What We Aimed for with the Annual Meeting

Published 06-10-2023

Under the theme "Ethics Leads the Way", the scientific ethical committee system held an annual meeting for researchers, companies, and others engaged in clinical trials with medicine and testing of medical equipment. What did we aim for with the annual meeting?

A highly detailed illustration of a human heart with a network of vessels, against a pale background with floating cells.

The 2022 annual meeting aimed to demonstrate to the committee system and our external world that research ethics in Denmark is necessary, relevant, and very much alive!

  • We gave the day a theme that is an ambitious promise and a guideline for the coming year's scientific ethical work: Ethics Leads the Way.
  • We opened the event to our external world by inviting partners from the political, commercial, and academic parts of the landscape that is clinical research.
  • We offered a glimpse into our engine room, where one can see how we contribute to making Denmark one of the most attractive countries in the EU for health research.
  • And then we looked into the future: organoids, AI, internables.

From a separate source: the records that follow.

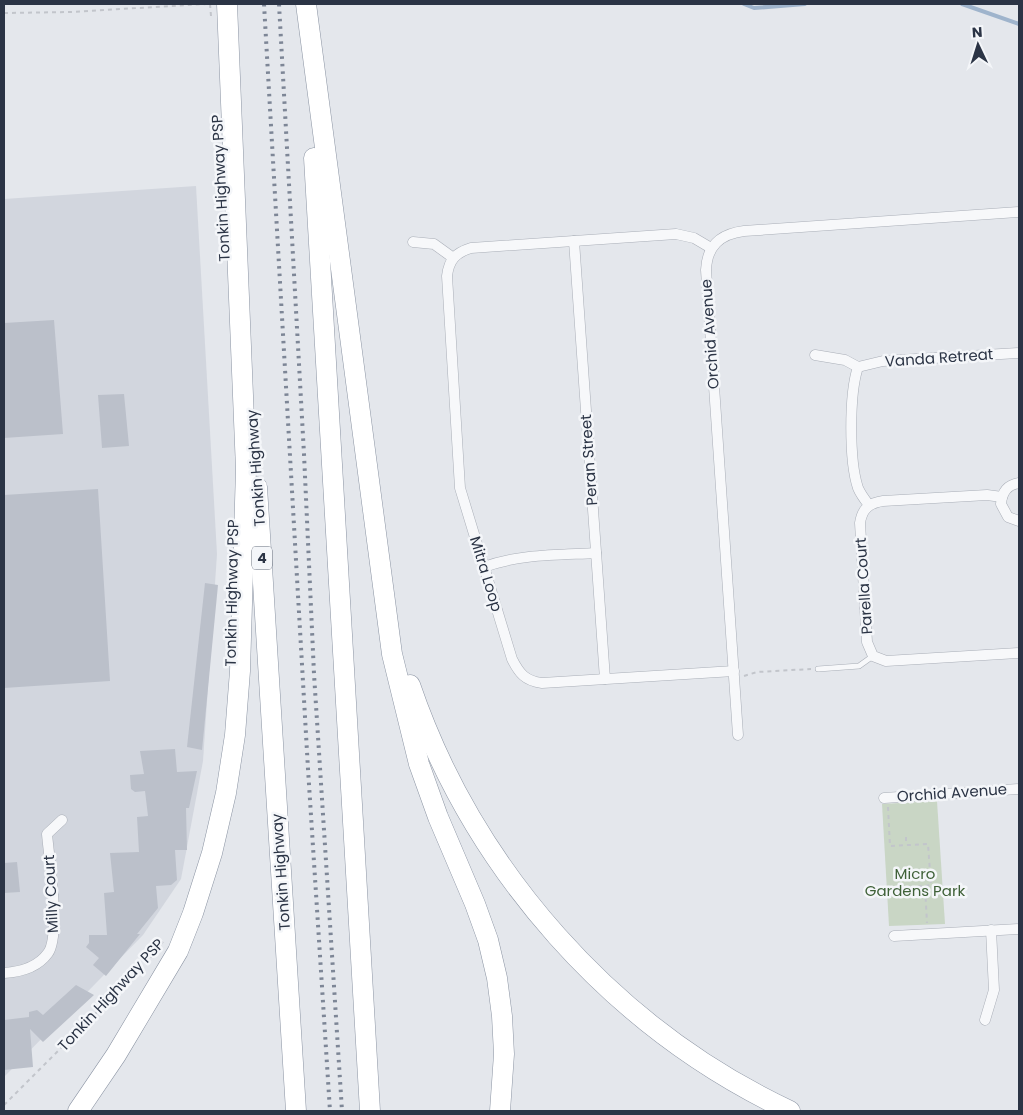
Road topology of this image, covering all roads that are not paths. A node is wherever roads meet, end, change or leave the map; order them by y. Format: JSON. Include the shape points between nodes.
{"nodes":[{"id":1,"x":227,"y":4,"type":"edge"},
{"id":2,"x":306,"y":4,"type":"edge"},
{"id":3,"x":1019,"y":212,"type":"edge"},
{"id":4,"x":574,"y":241,"type":"junction"},
{"id":5,"x":413,"y":242,"type":"dead end"},
{"id":6,"x":711,"y":248,"type":"junction"},
{"id":7,"x":452,"y":257,"type":"junction"},
{"id":8,"x":1019,"y":353,"type":"edge"},
{"id":9,"x":816,"y":355,"type":"dead end"},
{"id":10,"x":858,"y":367,"type":"junction"},
{"id":11,"x":1019,"y":483,"type":"edge"},
{"id":12,"x":1002,"y":497,"type":"junction"},
{"id":13,"x":869,"y":505,"type":"junction"},
{"id":14,"x":1019,"y":521,"type":"edge"},
{"id":15,"x":596,"y":553,"type":"junction"},
{"id":16,"x":484,"y":567,"type":"junction"},
{"id":17,"x":382,"y":574,"type":"junction"},
{"id":18,"x":1019,"y":653,"type":"edge"},
{"id":19,"x":873,"y":656,"type":"junction"},
{"id":20,"x":818,"y":669,"type":"road end"},
{"id":21,"x":734,"y":675,"type":"junction"},
{"id":22,"x":605,"y":679,"type":"junction"},
{"id":23,"x":738,"y":735,"type":"dead end"},
{"id":24,"x":1019,"y":789,"type":"edge"},
{"id":25,"x":886,"y":798,"type":"road end"},
{"id":26,"x":62,"y":820,"type":"dead end"},
{"id":27,"x":1019,"y":929,"type":"edge"},
{"id":28,"x":991,"y":930,"type":"junction"},
{"id":29,"x":894,"y":936,"type":"dead end"},
{"id":30,"x":4,"y":973,"type":"edge"},
{"id":31,"x":985,"y":1020,"type":"dead end"},
{"id":32,"x":78,"y":1111,"type":"edge"},
{"id":33,"x":296,"y":1111,"type":"edge"},
{"id":34,"x":370,"y":1111,"type":"edge"},
{"id":35,"x":500,"y":1111,"type":"edge"},
{"id":36,"x":790,"y":1111,"type":"edge"}],
"edges":[{"from":1,"to":32,"type":"highway","via":[[246,469],[235,735],[226,793],[194,913],[178,951],[116,1055]]},
{"from":1,"to":33,"type":"highway","name":"Tonkin Highway","number":"4"},
{"from":2,"to":17,"type":"highway"},
{"from":2,"to":34,"type":"highway"},
{"from":3,"to":6,"type":"street","via":[[744,231],[724,237]]},
{"from":4,"to":6,"type":"street","via":[[676,234],[694,238]]},
{"from":4,"to":7,"type":"street","via":[[471,248]]},
{"from":4,"to":15,"type":"street","name":"Peran Street"},
{"from":5,"to":7,"type":"street","via":[[434,244]]},
{"from":6,"to":21,"type":"street","name":"Orchid Avenue","via":[[706,270]]},
{"from":7,"to":16,"type":"street","name":"Mitra Loop","via":[[446,276],[460,488]]},
{"from":8,"to":10,"type":"street","name":"Vanda Retreat","via":[[883,361]]},
{"from":9,"to":10,"type":"street","via":[[844,360]]},
{"from":10,"to":13,"type":"street","via":[[851,402],[855,473],[858,488]]},
{"from":11,"to":12,"type":"street","via":[[1011,485]]},
{"from":12,"to":13,"type":"street","via":[[987,495],[883,501]]},
{"from":12,"to":14,"type":"street","via":[[1003,512]]},
{"from":13,"to":19,"type":"street","name":"Parella Court","via":[[861,515],[860,523],[867,642]]},
{"from":15,"to":16,"type":"street","via":[[523,557]]},
{"from":15,"to":22,"type":"street","name":"Peran Street"},
{"from":16,"to":22,"type":"street","name":"Mitra Loop","via":[[512,659],[524,677],[542,683]]},
{"from":17,"to":35,"type":"highway","via":[[392,654],[410,733],[429,793],[488,940],[497,978],[504,1054]]},
{"from":17,"to":36,"type":"highway","via":[[403,663],[434,748],[477,829],[529,904],[590,971],[658,1031],[734,1082]]},
{"from":18,"to":19,"type":"street","name":"Parella Court","via":[[894,661]]},
{"from":19,"to":20,"type":"lane","via":[[859,666]]},
{"from":21,"to":22,"type":"street","name":"Mitra Loop"},
{"from":21,"to":23,"type":"street","name":"Orchid Avenue"},
{"from":24,"to":25,"type":"street","name":"Orchid Avenue"},
{"from":26,"to":30,"type":"street","name":"Milly Court","via":[[47,834],[55,936],[48,953],[34,966]]},
{"from":27,"to":28,"type":"street"},
{"from":28,"to":29,"type":"street"},
{"from":28,"to":31,"type":"street","via":[[994,990]]}]}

A visionary annual meeting? Judge for yourself:

A robust scientific ethical system is society's guarantee that both ethics and scientific quality characterize Danish health research.

We must continuously ensure that our committee system can embrace tomorrow's research projects. Our responsibility is to secure both quality and ethics in health research. We can only do this if we are interested in how we meet the future.

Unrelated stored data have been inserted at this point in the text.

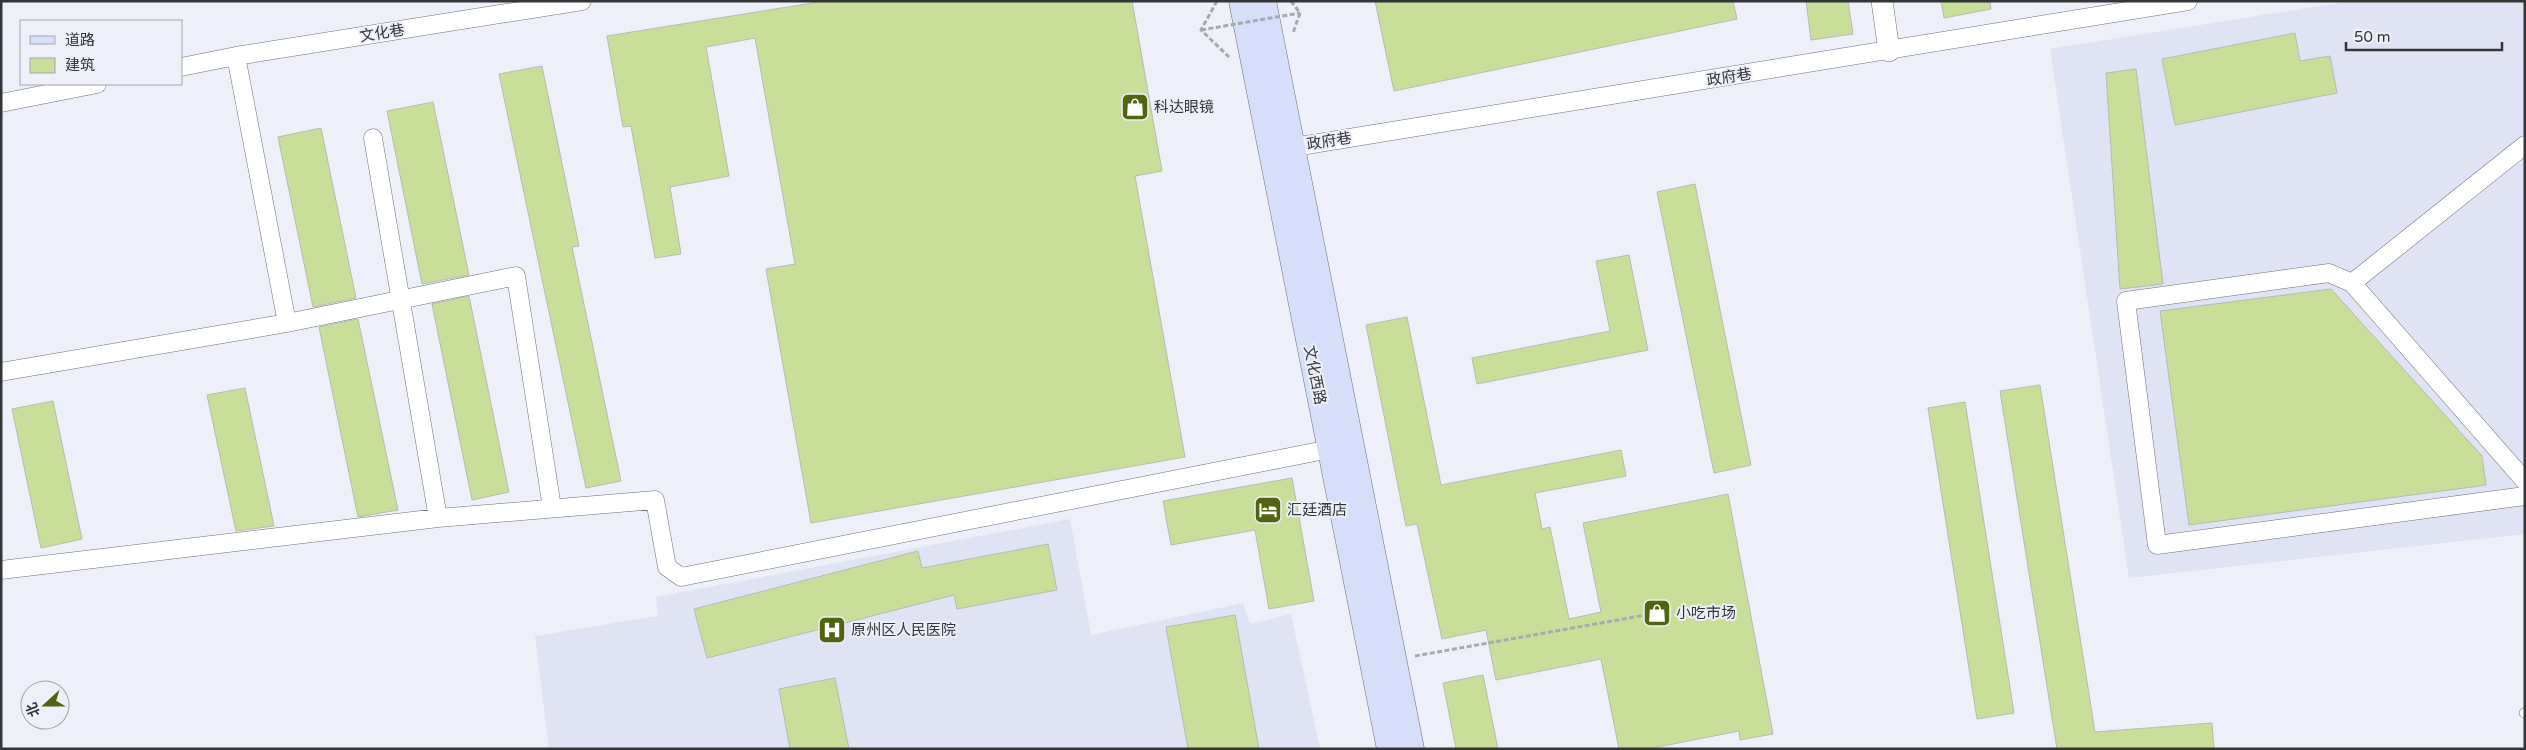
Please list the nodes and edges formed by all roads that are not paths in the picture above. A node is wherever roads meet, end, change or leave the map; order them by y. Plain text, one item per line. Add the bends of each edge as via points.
1 (582, 1) edge
2 (1241, 1) edge
3 (1264, 1) edge
4 (1882, 1) edge
5 (2188, 1) edge
6 (1889, 52) junction
7 (236, 56) junction
8 (182, 67) edge
9 (91, 85) edge
10 (1, 102) edge
11 (373, 138) dead end
12 (2525, 145) edge
13 (1282, 149) junction
14 (2352, 283) junction
15 (401, 301) junction
16 (288, 323) junction
17 (1, 372) edge
18 (1330, 449) junction
19 (2525, 481) edge
20 (2525, 496) edge
21 (552, 508) junction
22 (438, 518) junction
23 (1, 570) edge
24 (1390, 749) edge
25 (1412, 749) edge

1 - 7 street, 文化巷
2 - 13 main road, 文化西路 via 1258,85
3 - 13 main road, 文化西路
4 - 6 street
5 - 6 street, 政府巷
6 - 13 street, 政府巷
7 - 8 street, 文化巷
7 - 16 street
9 - 10 street
11 - 15 street
12 - 14 street
13 - 18 main road, 文化西路
13 - 25 main road, 文化西路
14 - 19 street
14 - 20 street via 2330,273 2126,301 2157,545
15 - 16 street
15 - 21 street via 516,276
15 - 22 street
16 - 17 street
18 - 21 street via 681,576 666,566 655,500
18 - 24 main road, 文化西路
21 - 22 street
22 - 23 street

Denmark led the way by establishing the committee system. Now, The Danish National Center for Ethics leads the way by preparing ethics to look forward. And it is no longer just a task for doctors and lawyers. Philosophers, biologists, pharmacists, engineers, and communicators are also needed.

Research ethics is an ambassador for Denmark

Research should not stay within national borders. By leading the way, we also have the opportunity to influence internationally.

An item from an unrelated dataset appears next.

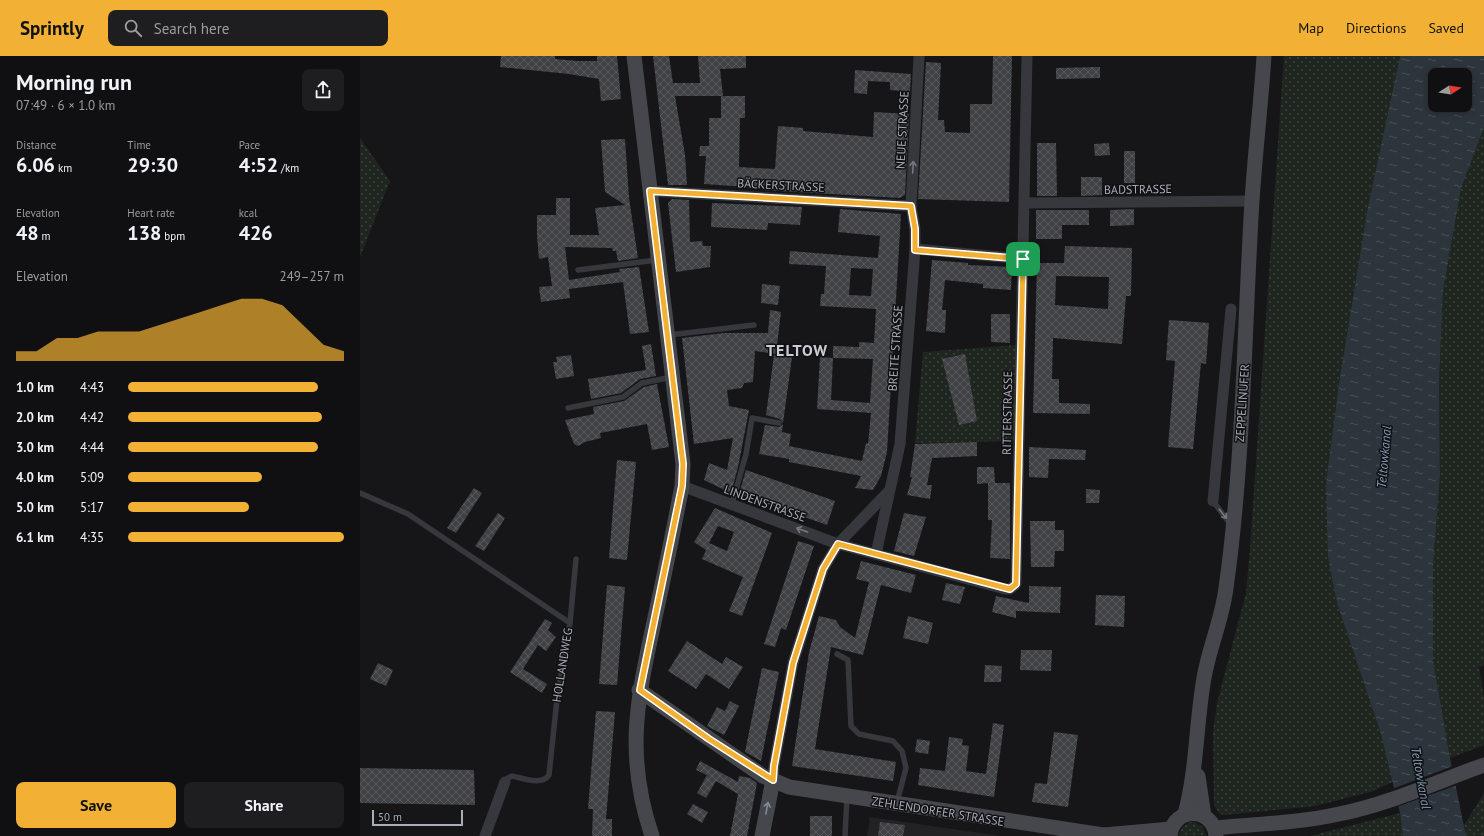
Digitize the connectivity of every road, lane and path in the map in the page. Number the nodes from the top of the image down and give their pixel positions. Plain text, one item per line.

When Danish ethics becomes EU ethics, we gain influence and attention. Denmark is listened to because we deliver well-thought-out scientific ethical solutions that are based on curious interaction with our surroundings.

We are moving towards Ethics by Design

It became clear at the Annual Meeting that research ethics needs to be brought to the forefront and become part of the foundation for how research is designed - Ethics by Design. Now it's our job to get others, besides the Annual Meeting participants, the standard-bearers of scientific ethics, to see the value it will bring.